*Problem description*
Which lines in the records below contain the word "where"? Copy each one.

[Collected data entries]
+-------+

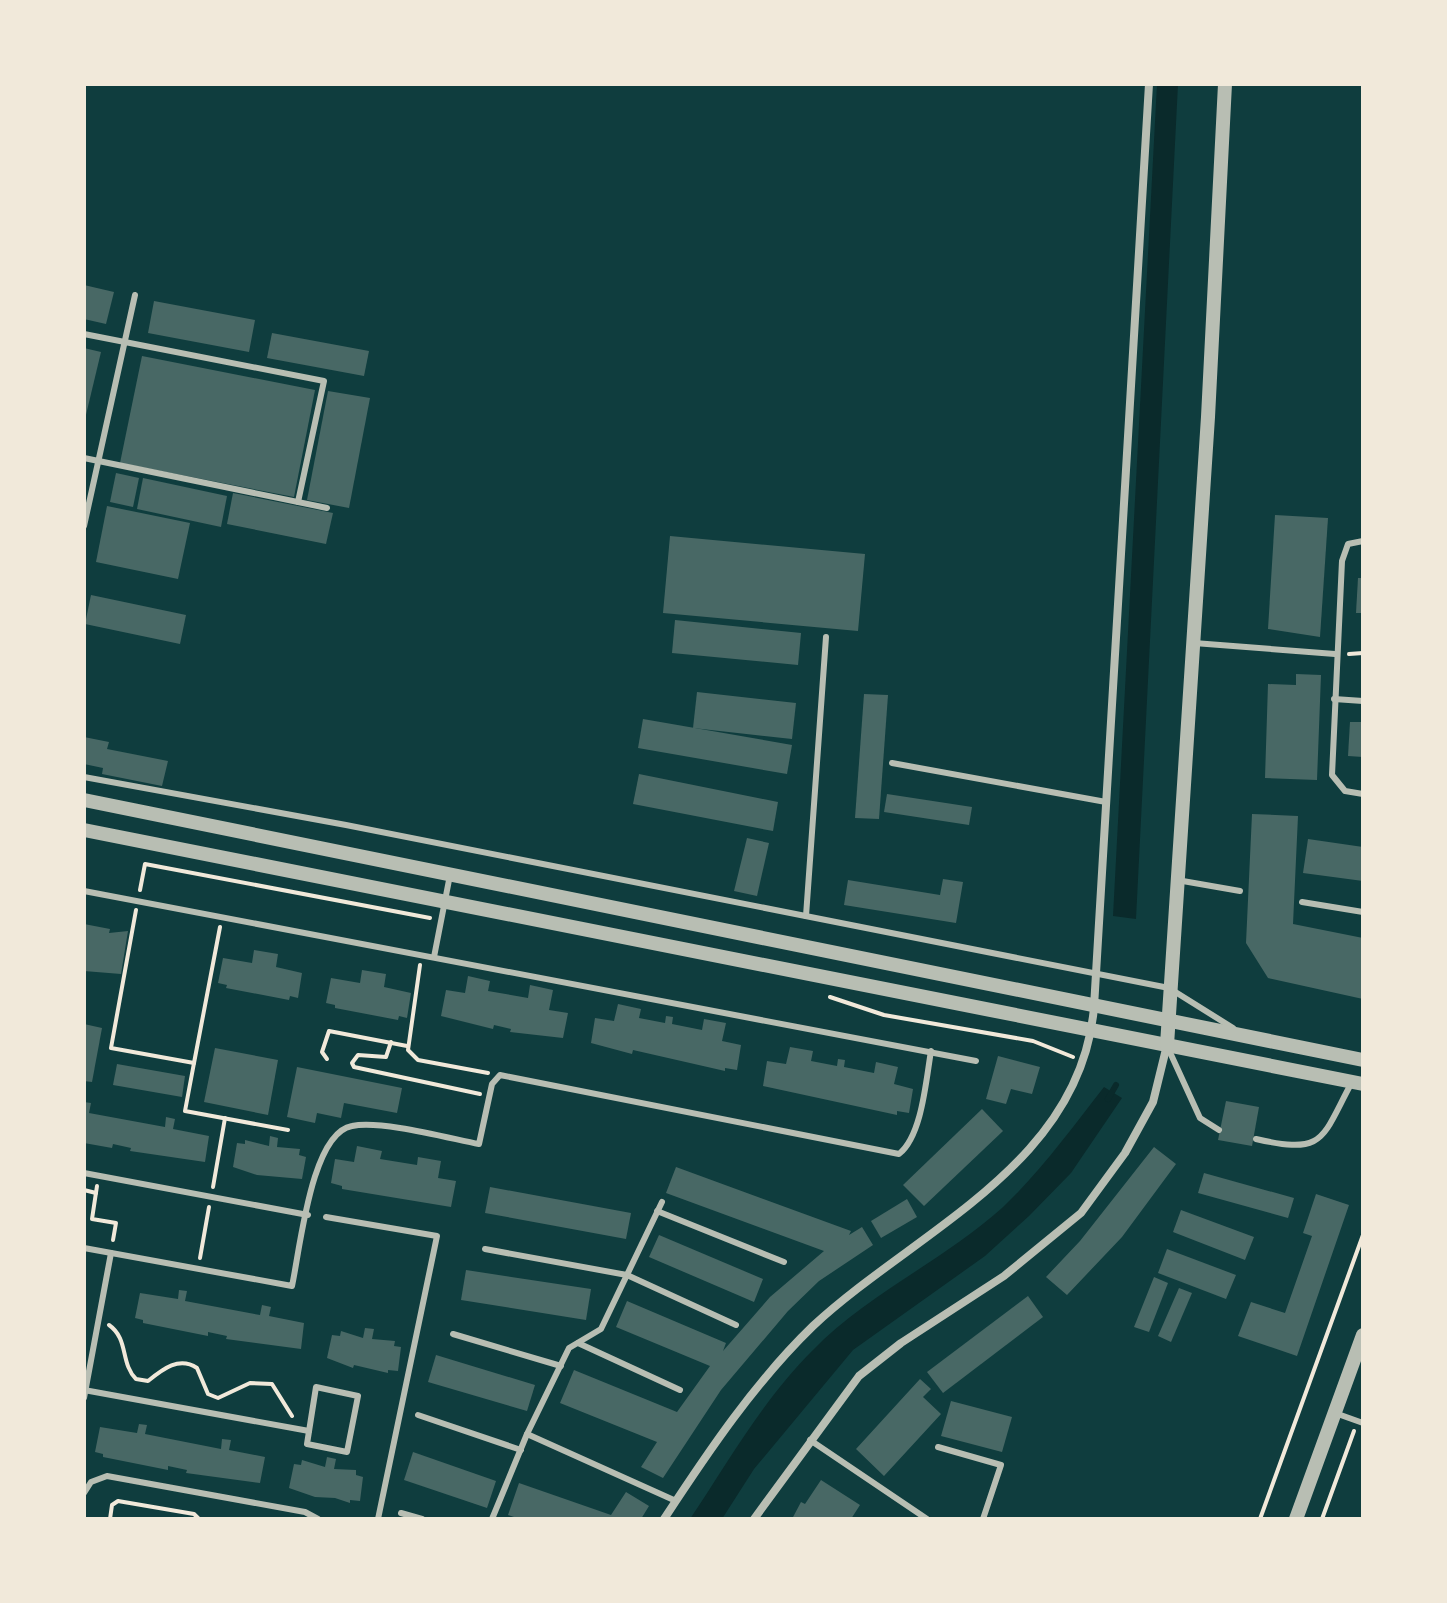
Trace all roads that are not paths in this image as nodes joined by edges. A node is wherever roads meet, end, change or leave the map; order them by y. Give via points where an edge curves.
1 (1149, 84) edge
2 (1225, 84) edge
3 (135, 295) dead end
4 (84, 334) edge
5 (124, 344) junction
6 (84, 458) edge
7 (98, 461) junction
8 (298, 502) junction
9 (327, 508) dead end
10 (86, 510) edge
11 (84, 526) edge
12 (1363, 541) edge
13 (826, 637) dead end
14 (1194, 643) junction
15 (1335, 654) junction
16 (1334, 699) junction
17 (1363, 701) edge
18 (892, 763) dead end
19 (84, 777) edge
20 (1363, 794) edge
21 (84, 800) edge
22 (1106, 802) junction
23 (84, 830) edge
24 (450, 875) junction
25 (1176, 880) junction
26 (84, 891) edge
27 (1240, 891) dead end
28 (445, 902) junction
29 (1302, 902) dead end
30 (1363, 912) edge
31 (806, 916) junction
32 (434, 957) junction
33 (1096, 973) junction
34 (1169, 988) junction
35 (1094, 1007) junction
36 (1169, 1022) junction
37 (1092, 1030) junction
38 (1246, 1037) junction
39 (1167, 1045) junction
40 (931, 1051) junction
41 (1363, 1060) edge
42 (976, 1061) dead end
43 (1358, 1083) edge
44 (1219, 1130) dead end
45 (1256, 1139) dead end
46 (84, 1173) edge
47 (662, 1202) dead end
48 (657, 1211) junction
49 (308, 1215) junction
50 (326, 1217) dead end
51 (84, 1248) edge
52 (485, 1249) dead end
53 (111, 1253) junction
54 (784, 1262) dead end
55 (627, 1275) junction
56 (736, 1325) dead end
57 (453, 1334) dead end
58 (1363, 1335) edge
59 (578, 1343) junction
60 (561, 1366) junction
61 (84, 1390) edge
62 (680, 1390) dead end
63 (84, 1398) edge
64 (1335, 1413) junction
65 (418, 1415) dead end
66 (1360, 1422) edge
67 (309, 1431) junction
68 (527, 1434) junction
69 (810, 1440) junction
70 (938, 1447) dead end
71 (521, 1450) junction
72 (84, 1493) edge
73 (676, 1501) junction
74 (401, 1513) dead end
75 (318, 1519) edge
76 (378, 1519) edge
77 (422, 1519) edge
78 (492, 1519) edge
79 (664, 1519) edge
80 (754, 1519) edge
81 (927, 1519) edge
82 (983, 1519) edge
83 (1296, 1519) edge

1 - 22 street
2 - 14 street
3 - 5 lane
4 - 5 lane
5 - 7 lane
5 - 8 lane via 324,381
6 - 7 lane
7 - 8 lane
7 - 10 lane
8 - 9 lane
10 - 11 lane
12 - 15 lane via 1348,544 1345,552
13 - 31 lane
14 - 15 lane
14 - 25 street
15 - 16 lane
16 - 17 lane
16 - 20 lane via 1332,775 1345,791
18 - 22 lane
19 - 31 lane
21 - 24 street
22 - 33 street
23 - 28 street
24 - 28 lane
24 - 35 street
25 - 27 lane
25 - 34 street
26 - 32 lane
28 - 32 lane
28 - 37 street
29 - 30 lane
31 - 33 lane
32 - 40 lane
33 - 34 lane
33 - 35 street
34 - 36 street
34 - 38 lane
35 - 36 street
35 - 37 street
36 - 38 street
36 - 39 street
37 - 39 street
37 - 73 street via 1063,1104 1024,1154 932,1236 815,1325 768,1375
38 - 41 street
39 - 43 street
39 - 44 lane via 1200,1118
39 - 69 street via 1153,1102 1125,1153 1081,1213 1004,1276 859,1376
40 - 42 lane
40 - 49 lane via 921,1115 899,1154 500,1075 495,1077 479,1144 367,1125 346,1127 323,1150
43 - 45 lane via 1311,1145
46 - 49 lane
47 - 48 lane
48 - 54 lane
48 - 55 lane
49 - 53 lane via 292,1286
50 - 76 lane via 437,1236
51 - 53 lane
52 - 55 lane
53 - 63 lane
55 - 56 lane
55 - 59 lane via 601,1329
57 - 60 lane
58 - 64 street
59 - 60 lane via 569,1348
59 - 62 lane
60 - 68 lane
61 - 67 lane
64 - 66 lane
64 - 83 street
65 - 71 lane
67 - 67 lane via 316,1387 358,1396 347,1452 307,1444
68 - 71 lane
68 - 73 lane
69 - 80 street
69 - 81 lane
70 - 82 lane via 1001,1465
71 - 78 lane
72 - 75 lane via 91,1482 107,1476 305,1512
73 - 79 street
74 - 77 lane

+-------+

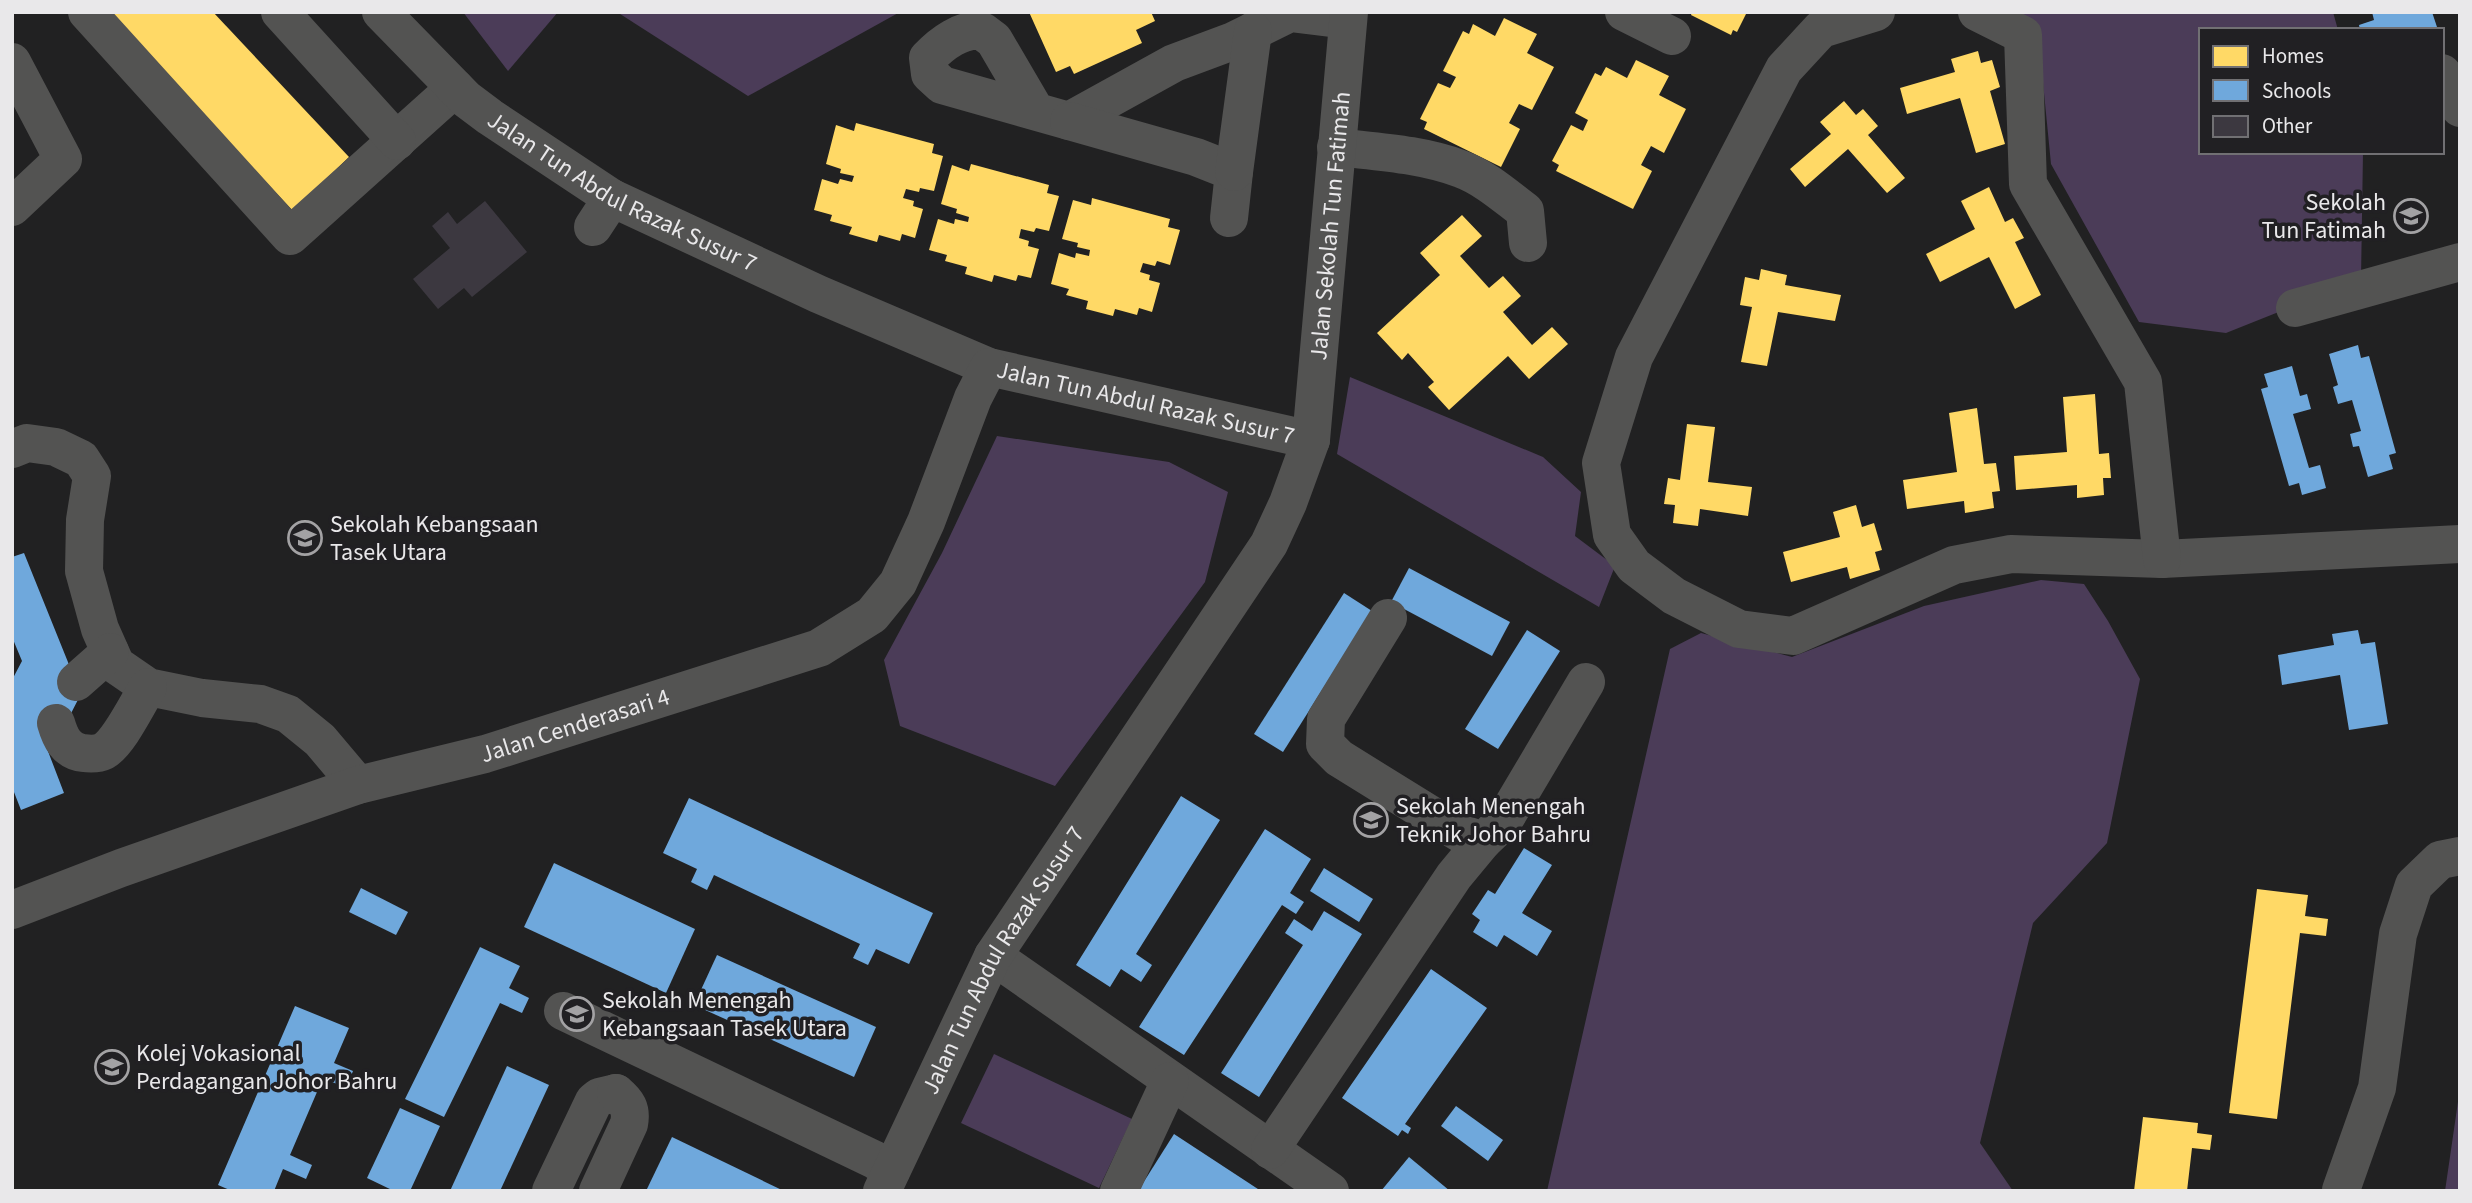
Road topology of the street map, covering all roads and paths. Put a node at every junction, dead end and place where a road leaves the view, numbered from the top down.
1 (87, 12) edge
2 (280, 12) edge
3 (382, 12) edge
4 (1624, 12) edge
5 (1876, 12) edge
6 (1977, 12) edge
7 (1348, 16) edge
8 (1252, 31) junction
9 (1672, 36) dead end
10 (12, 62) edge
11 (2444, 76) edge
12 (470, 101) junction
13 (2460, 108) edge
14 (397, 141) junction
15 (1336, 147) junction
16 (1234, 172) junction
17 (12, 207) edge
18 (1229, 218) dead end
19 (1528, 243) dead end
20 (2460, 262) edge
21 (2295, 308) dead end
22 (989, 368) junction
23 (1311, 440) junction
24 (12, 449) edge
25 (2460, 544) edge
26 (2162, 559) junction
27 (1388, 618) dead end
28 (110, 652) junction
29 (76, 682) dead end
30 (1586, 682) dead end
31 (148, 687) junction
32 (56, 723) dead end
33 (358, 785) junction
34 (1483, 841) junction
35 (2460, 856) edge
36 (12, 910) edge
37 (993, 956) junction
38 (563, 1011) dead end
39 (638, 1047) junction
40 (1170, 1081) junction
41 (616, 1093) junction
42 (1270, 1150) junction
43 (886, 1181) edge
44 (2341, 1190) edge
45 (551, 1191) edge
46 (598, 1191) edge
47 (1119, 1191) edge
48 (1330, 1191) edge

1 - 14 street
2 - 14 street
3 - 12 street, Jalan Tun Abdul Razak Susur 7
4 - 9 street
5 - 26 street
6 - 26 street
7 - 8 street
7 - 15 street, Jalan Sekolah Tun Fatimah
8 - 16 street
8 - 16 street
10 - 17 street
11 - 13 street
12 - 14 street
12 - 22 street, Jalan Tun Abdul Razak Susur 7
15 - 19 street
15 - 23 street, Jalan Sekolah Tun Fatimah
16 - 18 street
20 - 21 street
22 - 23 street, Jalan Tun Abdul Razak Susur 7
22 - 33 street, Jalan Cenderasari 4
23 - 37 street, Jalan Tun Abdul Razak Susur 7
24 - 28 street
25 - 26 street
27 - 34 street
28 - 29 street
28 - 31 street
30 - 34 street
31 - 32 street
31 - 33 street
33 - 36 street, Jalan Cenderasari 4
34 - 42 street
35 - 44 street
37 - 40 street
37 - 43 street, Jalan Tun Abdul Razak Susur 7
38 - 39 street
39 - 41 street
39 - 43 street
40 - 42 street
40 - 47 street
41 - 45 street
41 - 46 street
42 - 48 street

+-------+

*Written answer*
Trace all roads that are not paths in this image as nodes joined by edges. A node is wherever roads meet, end, change or leave the map; order them by y. Give via points where an edge curves.
Road topology of the street map, covering all roads and paths. Put a node at every junction, dead end and place where a road leaves the view, numbered from the top down.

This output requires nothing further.